=== Section Start ===
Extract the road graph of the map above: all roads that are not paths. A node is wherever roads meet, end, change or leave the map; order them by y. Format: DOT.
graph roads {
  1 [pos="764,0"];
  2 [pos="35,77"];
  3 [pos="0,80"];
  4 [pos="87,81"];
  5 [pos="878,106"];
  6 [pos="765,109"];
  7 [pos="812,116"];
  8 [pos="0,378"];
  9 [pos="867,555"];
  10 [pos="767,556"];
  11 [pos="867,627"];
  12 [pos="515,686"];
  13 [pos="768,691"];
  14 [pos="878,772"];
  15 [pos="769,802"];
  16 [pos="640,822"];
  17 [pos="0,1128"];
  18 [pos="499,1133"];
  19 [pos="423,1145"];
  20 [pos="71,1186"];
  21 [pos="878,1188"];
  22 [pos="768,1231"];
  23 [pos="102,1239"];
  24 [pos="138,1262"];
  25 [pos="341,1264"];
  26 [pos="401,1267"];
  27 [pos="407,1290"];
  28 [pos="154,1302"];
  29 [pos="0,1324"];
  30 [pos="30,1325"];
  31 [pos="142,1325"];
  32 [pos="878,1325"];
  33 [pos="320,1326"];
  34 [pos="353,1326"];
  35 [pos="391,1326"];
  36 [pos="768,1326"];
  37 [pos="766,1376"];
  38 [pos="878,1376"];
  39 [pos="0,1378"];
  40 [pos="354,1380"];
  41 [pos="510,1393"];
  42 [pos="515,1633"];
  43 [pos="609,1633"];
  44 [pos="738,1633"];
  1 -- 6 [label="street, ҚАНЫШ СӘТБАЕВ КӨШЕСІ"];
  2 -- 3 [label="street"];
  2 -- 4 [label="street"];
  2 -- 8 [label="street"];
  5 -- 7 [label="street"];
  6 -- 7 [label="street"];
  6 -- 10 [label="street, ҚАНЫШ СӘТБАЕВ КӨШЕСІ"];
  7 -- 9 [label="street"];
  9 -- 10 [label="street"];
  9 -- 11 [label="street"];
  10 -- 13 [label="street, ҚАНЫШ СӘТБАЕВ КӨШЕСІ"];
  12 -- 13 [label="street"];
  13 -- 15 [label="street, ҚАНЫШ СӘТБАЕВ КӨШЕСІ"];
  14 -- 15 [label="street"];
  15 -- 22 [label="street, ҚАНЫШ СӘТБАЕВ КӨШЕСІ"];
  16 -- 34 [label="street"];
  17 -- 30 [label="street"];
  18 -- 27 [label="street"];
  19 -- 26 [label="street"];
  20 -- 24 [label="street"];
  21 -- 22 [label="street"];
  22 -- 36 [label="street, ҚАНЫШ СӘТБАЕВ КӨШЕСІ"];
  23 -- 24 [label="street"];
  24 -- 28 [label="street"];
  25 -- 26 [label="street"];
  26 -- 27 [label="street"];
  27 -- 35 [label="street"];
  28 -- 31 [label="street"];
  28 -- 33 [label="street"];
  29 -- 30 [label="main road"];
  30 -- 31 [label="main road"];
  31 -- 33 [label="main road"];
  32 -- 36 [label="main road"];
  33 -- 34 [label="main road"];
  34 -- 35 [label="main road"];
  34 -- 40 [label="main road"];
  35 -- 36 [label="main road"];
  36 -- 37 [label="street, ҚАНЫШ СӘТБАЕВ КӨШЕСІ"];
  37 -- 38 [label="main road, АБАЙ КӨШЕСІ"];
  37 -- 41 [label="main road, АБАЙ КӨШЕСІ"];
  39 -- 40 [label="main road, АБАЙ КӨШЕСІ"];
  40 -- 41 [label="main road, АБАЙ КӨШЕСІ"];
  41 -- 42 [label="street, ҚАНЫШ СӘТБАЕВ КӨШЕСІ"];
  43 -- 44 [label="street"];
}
=== Section End ===
Work order: Show all of the lines above in which "ҚАНЫШ" is present.

Answer for this exercise:
  1 -- 6 [label="street, ҚАНЫШ СӘТБАЕВ КӨШЕСІ"];
  6 -- 10 [label="street, ҚАНЫШ СӘТБАЕВ КӨШЕСІ"];
  10 -- 13 [label="street, ҚАНЫШ СӘТБАЕВ КӨШЕСІ"];
  13 -- 15 [label="street, ҚАНЫШ СӘТБАЕВ КӨШЕСІ"];
  15 -- 22 [label="street, ҚАНЫШ СӘТБАЕВ КӨШЕСІ"];
  22 -- 36 [label="street, ҚАНЫШ СӘТБАЕВ КӨШЕСІ"];
  36 -- 37 [label="street, ҚАНЫШ СӘТБАЕВ КӨШЕСІ"];
  41 -- 42 [label="street, ҚАНЫШ СӘТБАЕВ КӨШЕСІ"];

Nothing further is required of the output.